I get both real and complex eigenvalues as expected, but all are given in complex form. The issue I am having is that numpy.sort sorts these values by the real part of each eigenvalue which is useful to a point, but the real part of each eigenvalue is either increasing/decreasing as I vary R.

Thus there becomes a point where I need to sort by imaginary part also to keep each eigenvalue in the same entry in the output array. The picture below shows what I mean. I get 3 real eigenvalues displayed in positions 2, 3 and 4 in the array jumping to positions 0,1 and 4. How can I sort by imaginary part? I have added my code below. Eigenvalues switching column

import numpy.linalg as la

for a,b,c,d,e,f in zip(T_S, T_C, S_S, S_C, w, R):

    eigvals = la.eigvals(np.array([[-f, e, 0, 0, b], 
                                   [-e, -f, 0, 0, -a], 
                                   [0, 0, -f, e, d],
                                   [0, 0, -e, -d, -c], 
                                   [-1/(2*F), 0, D/(2*F), 0, -1/F]]))

    eigvals = np.sort(eigvals)
    print(np.round(eigvals, decimals = 3))

EDIT: Upon thinking about this, I don't think sorting is going to help me here. Thanks to those who answered.

I wish to keep the purely real eigenvalue in the same position in the array for each iteration. The sorting is precisely what is making it change position.

  for i = 4.2 eigvals = [-0.33-4.16j -0.33+4.16j -0.33+0.j    0.  -4.2j   0. +4.2j ]
  for i = 4.3 eigvals = [-0.35+0.j   -0.33-4.26j -0.33+4.26j  0.  -4.3j   0.  +4.3j ]

In the i = 4.2 case the real root is in position 2 but for i = 4.3 the real part decreases so np.sort moves it to position 0.

I am not sure there is an easy way around this but any suggestions would be great.

Answer 1

Your question is not very clear but I'll try to answer at least this key element:

How can I sort by imaginary part ?

You can simply exchange temporarily the real and imag parts:

import numpy as np
a = np.array([-1+1j, 0-1j, 1])

def xch_real_imag(arr):
    return a.imag + 1j * a.real

print(a)
imag_sorted = xch_real_imag(np.sort(xch_real_imag(a)))
print(imag_sorted)

yields

[-1.+1.j  0.-1.j  1.+0.j]
[ 1.-1.j -1.+0.j  0.+1.j]

If you need a more precise answer about your case, please edit your question with a reproducible example, that will help the community try to help you.

Answer 2

I am assuming you want to sort an np.array() of complex numbers first by real part and then imaginary part. At least, I think that's the main thing on your question.

Say you have:

import numpy as np

a = np.array([3+4j, 1+2j, 3+3j, 3+2j])

Numpy documentation on numpy.sort() states:

The sort order for complex numbers is lexicographic. If both the real and imaginary parts are non-nan then the order is determined by the real parts except when they are equal, in which case the order is determined by the imaginary parts.

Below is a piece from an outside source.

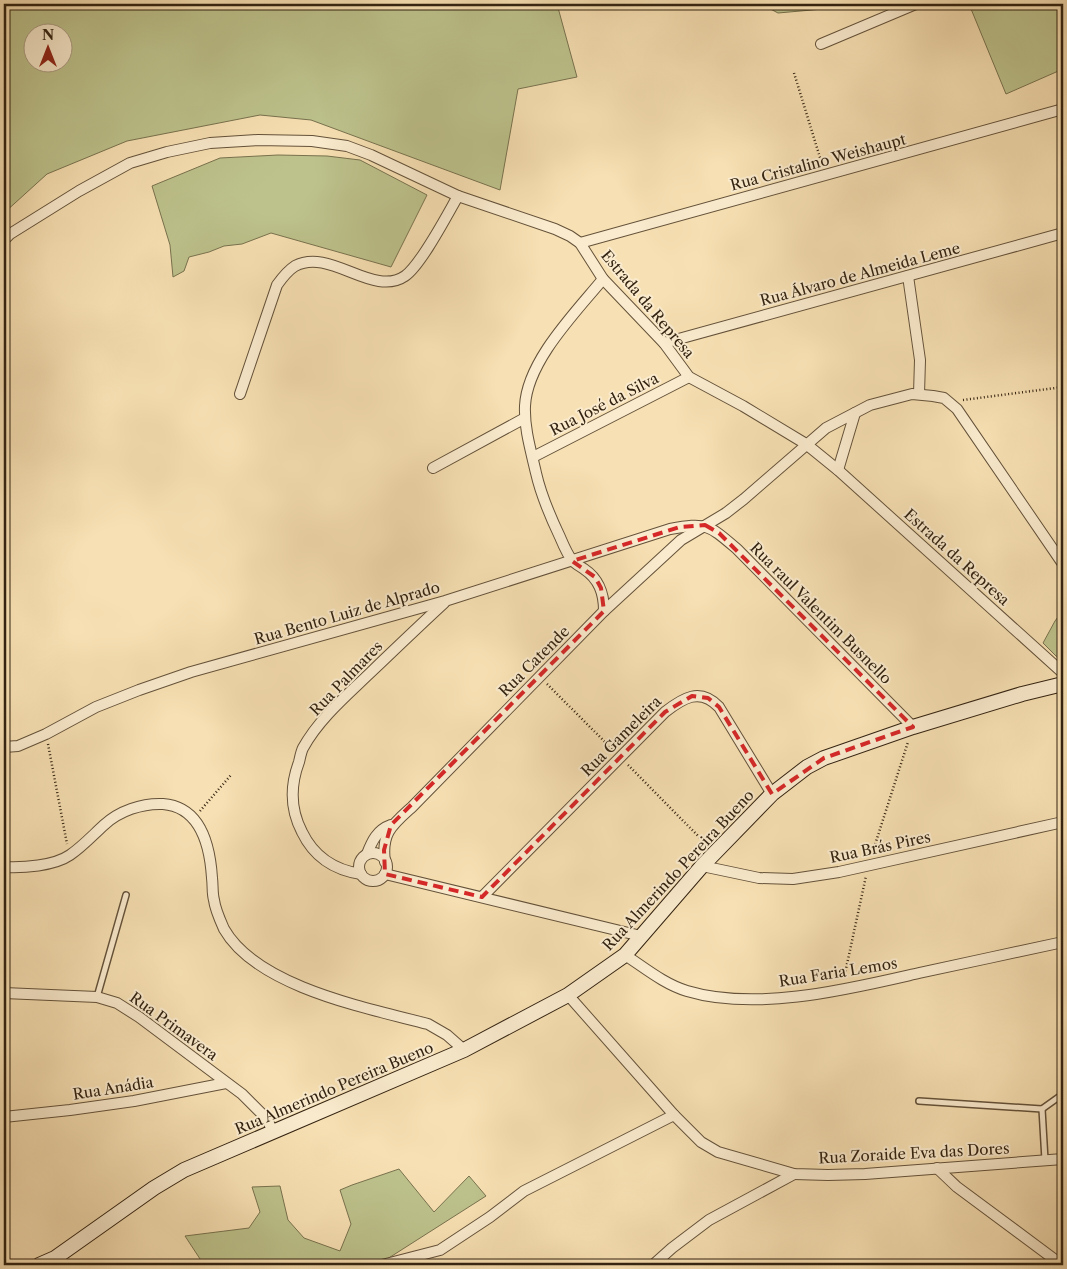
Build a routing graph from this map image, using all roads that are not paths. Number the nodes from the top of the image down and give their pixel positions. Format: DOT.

So, there you go, numpy takes care of that for you, no need to fancy operations. For the example above, you can do:

print(a)
x = np.sort(a)
print(x)

Outputs:

[3.+4.j 1.+2.j 3.+3.j 3.+2.j] # prior to sorting

[1.+2.j 3.+2.j 3.+3.j 3.+4.j] # sorted

Note how the 3 last items have the same real part (3), and three different imaginary partas (2, 3, 4) and how they are sorted in increasing order.